Two-tier architectures and the ActivityInfo Self-managed server

This article explains why the ActivityInfo Self-Managed Server does not support a two-tier deployment.

We designed our self-managed server to be a powerful, reliable, and secure platform that is simple to install and maintain. To achieve this, we use a single-instance architecture. This design best serves organizations, especially those with limited IT resources.

Many IT standards recommend a two-tier architecture, with the application on one server and the database (like MySQL or PostgreSQL) on another. While this model works for many applications, we chose a different design for ActivityInfo. This article explains our design and how to secure your single-server deployment.

Why the self-managed server avoids a two-tier architecture

A two-tier architecture can improve security by placing the database on a seperate (virtual) machine behind a firewall. However, this model would make ActivityInfo slower and harder to maintain. We decided against a separate database server for two reasons:

Data-intensive features are slow with separate servers

Many ActivityInfo features, like the duplicate record scanner, are data-intensive. They work by making complex comparisons of many records.

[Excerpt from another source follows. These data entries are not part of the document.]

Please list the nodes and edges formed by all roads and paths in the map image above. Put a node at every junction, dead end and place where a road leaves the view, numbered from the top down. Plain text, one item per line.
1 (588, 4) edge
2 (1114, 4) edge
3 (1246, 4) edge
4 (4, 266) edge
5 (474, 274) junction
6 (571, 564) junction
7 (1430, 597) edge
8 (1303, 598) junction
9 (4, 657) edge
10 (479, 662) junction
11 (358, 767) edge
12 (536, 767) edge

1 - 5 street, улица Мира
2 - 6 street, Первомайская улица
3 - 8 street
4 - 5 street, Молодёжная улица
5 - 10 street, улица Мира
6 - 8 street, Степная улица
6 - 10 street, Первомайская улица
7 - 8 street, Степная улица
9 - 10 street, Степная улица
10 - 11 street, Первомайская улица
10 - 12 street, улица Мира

In a two-tier model, the application would need to pull the entire dataset over the network from the database server to perform this analysis. This large data transfer creates network latency, which slows down the application and uses a lot of bandwidth. The performance of these features would be much worse, especially for customers with large databases.

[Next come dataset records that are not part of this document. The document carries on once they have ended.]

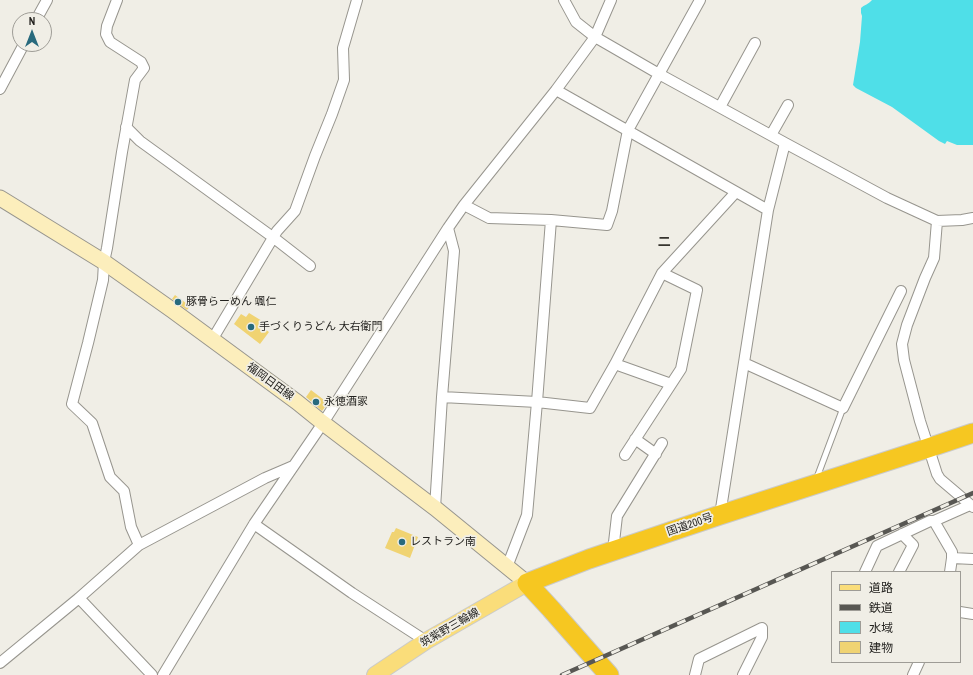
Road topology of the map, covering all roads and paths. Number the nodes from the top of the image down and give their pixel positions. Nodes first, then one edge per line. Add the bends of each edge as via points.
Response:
1 (47, 0) edge
2 (117, 0) edge
3 (357, 0) edge
4 (564, 0) edge
5 (611, 0) edge
6 (700, 0) edge
7 (40, 12) edge
8 (595, 37) junction
9 (755, 43) dead end
10 (20, 52) edge
11 (659, 74) junction
12 (0, 90) edge
13 (556, 90) junction
14 (788, 105) dead end
15 (720, 107) junction
16 (126, 127) junction
17 (628, 130) junction
18 (771, 135) junction
19 (785, 143) junction
20 (736, 192) junction
21 (0, 198) edge
22 (464, 205) junction
23 (768, 210) junction
24 (973, 218) edge
25 (551, 220) junction
26 (937, 222) junction
27 (448, 228) junction
28 (274, 238) junction
29 (104, 262) junction
30 (310, 266) dead end
31 (662, 273) junction
32 (901, 291) dead end
33 (212, 340) junction
34 (744, 363) junction
35 (615, 364) junction
36 (671, 384) junction
37 (442, 397) junction
38 (537, 402) junction
39 (843, 408) junction
40 (323, 423) junction
41 (973, 433) edge
42 (635, 440) junction
43 (662, 444) dead end
44 (928, 448) junction
45 (656, 454) junction
46 (625, 455) dead end
47 (293, 466) junction
48 (814, 484) junction
49 (972, 506) edge
50 (435, 508) junction
51 (720, 515) junction
52 (934, 521) junction
53 (254, 524) junction
54 (902, 534) junction
55 (139, 544) junction
56 (613, 551) junction
57 (952, 558) junction
58 (973, 558) edge
59 (507, 567) junction
60 (865, 571) edge
61 (900, 571) edge
62 (950, 571) edge
63 (526, 583) junction
64 (79, 598) junction
65 (961, 612) edge
66 (973, 614) edge
67 (426, 641) junction
68 (919, 663) edge
69 (0, 664) edge
70 (152, 675) edge
71 (163, 675) edge
72 (375, 675) edge
73 (608, 675) edge
74 (695, 675) edge
75 (742, 675) edge
76 (913, 675) edge

1 - 7 street
2 - 16 street via 106,34 110,42 141,62 144,68 135,80
3 - 28 street via 344,48 344,80 335,107 295,211
4 - 8 street via 576,22
5 - 8 street
6 - 11 street
8 - 11 street
8 - 13 street
9 - 15 street
10 - 12 street
11 - 15 street
11 - 17 street
13 - 17 street
13 - 22 street
14 - 18 street
15 - 18 street
16 - 28 street via 140,141
16 - 29 street
17 - 20 street
17 - 25 street via 607,225
18 - 19 street
19 - 23 street
19 - 26 street
20 - 23 street
20 - 31 street
21 - 29 main road, 福岡日田線
22 - 25 street via 489,218
22 - 27 street
23 - 34 street
24 - 26 street
25 - 38 street
26 - 44 street via 934,258 902,344
27 - 37 street via 454,251
27 - 40 street
28 - 30 street
28 - 33 street
29 - 33 main road, 福岡日田線
29 - 55 street via 103,280 72,404 92,423 110,477 124,491 131,528
31 - 35 street
31 - 36 street via 697,290 680,369
32 - 39 street
33 - 40 main road, 福岡日田線
34 - 39 street
34 - 51 street
35 - 36 street
35 - 38 street via 590,408
36 - 42 street
37 - 38 street
37 - 50 street
38 - 59 street via 526,515
39 - 48 lane
40 - 47 street
40 - 50 main road, 福岡日田線
41 - 44 highway, 国道200号
42 - 45 street
42 - 46 street
43 - 45 street
44 - 48 highway, 国道200号
44 - 49 street via 940,479
45 - 56 street via 617,516
47 - 53 street
47 - 55 street via 264,478
48 - 51 highway, 国道200号
49 - 52 street
50 - 59 main road, 福岡日田線
51 - 56 highway, 国道200号
52 - 54 street
52 - 57 street via 952,552
53 - 67 street
53 - 71 street
54 - 60 street via 877,546
54 - 61 street via 913,545
55 - 64 street
56 - 63 highway, 国道200号
57 - 58 street
57 - 62 street
59 - 63 main road, 福岡日田線
63 - 67 main road, 筑紫野三輪線
63 - 73 highway
64 - 69 street
64 - 70 street
65 - 66 street
67 - 72 main road, 筑紫野三輪線
68 - 76 street
74 - 75 street via 699,659 762,628 762,637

A single server is simpler to maintain

A key goal for our self-managed server is simplicity for teams that cannot dedicate a full-time employee to manage it. A two-server setup requires you to configure, monitor, and maintain two servers, their operating systems, the network rules between them, and separate database user accounts. This complexity goes against our goal of a low-maintenance solution, and increases the risk of misconfiguration.

Single-server design

The ActivityInfo self-managed application is a single, self-contained Java application. This single process includes both the web server and an embedded SQLite database engine.

An embedded database is a library that is part of the ActivityInfo application. Your entire database is stored in a single file on the same server.

This single-server model offers several advantages:

  • High performance: The application communicates directly with its database file on the local disk, so data access is fast. This avoids network delays and allows complex, data-heavy features like the duplicate scanner to run efficiently, even on large datasets.
  • Simplicity: You only need to install, configure, monitor, and back up one component. This reduces complexity and the chance of configuration errors.
  • Reliability: With fewer parts and no network connection between the application and its data, there are fewer points of failure.

Comparison with our hosted service

Our hosted service at ActivityInfo.org does use a multi-tier architecture. This service is supported by a full team of engineers and 24/7 monitoring and so can afford to be more complex. We use extensive, multi-level caching to overcome the impact a multi-level architecture on data-intensive features. Watch our Introducing the Self-managed ActivityInfo version webinar for a comparison between the two products.

Securing your ActivityInfo self-managed server

A single-server architecture can be just as a secure as two-tier deployment if properly configured. If you do not have a full-time team managing your ActivityInfo service, a single-server deployment is likely to be more secure as it lowers the risk of configuration error.

Here are steps you can take to secure your self-managed server:

  • Allow access only to ports 80 (http) and 443 (https). These are the only ports that the ActivityInfo server listens for, and http (insecure) requests will be automatically redirected to https. SQLite is an embedded database system and does support network connections.
  • Disable SSH or RDP access to the server, or restrict SSH access to a “bastion” host within your own network.
  • Choose a minimal operating system for the ActivityInfo server, such as Alpine Linux, Ubuntu Minimal, or Google Cloud’s Container-optimized OS , in order to minimize the attack surface of the (virtual) machine.
  • Enable unattended operating system updates.
  • Consider deploying a Web Application Firewall (WAF) in front of the ActivityInfo Server. Cloudflare’s WAF is known to work well with ActivityInfo.

The points above are important steps to take when deploying specifically the self-managed version of ActivityInfo. However, the most important risks for any ActivityInfo database come from authenticated users:

  • Configure Single-Sign On (SSO) to reduce the risk of password-fatigue, and to ensure that staff members loose access to the database when they leave your organization.
  • Configure roles for your databases that follow the principle of least-priviledge.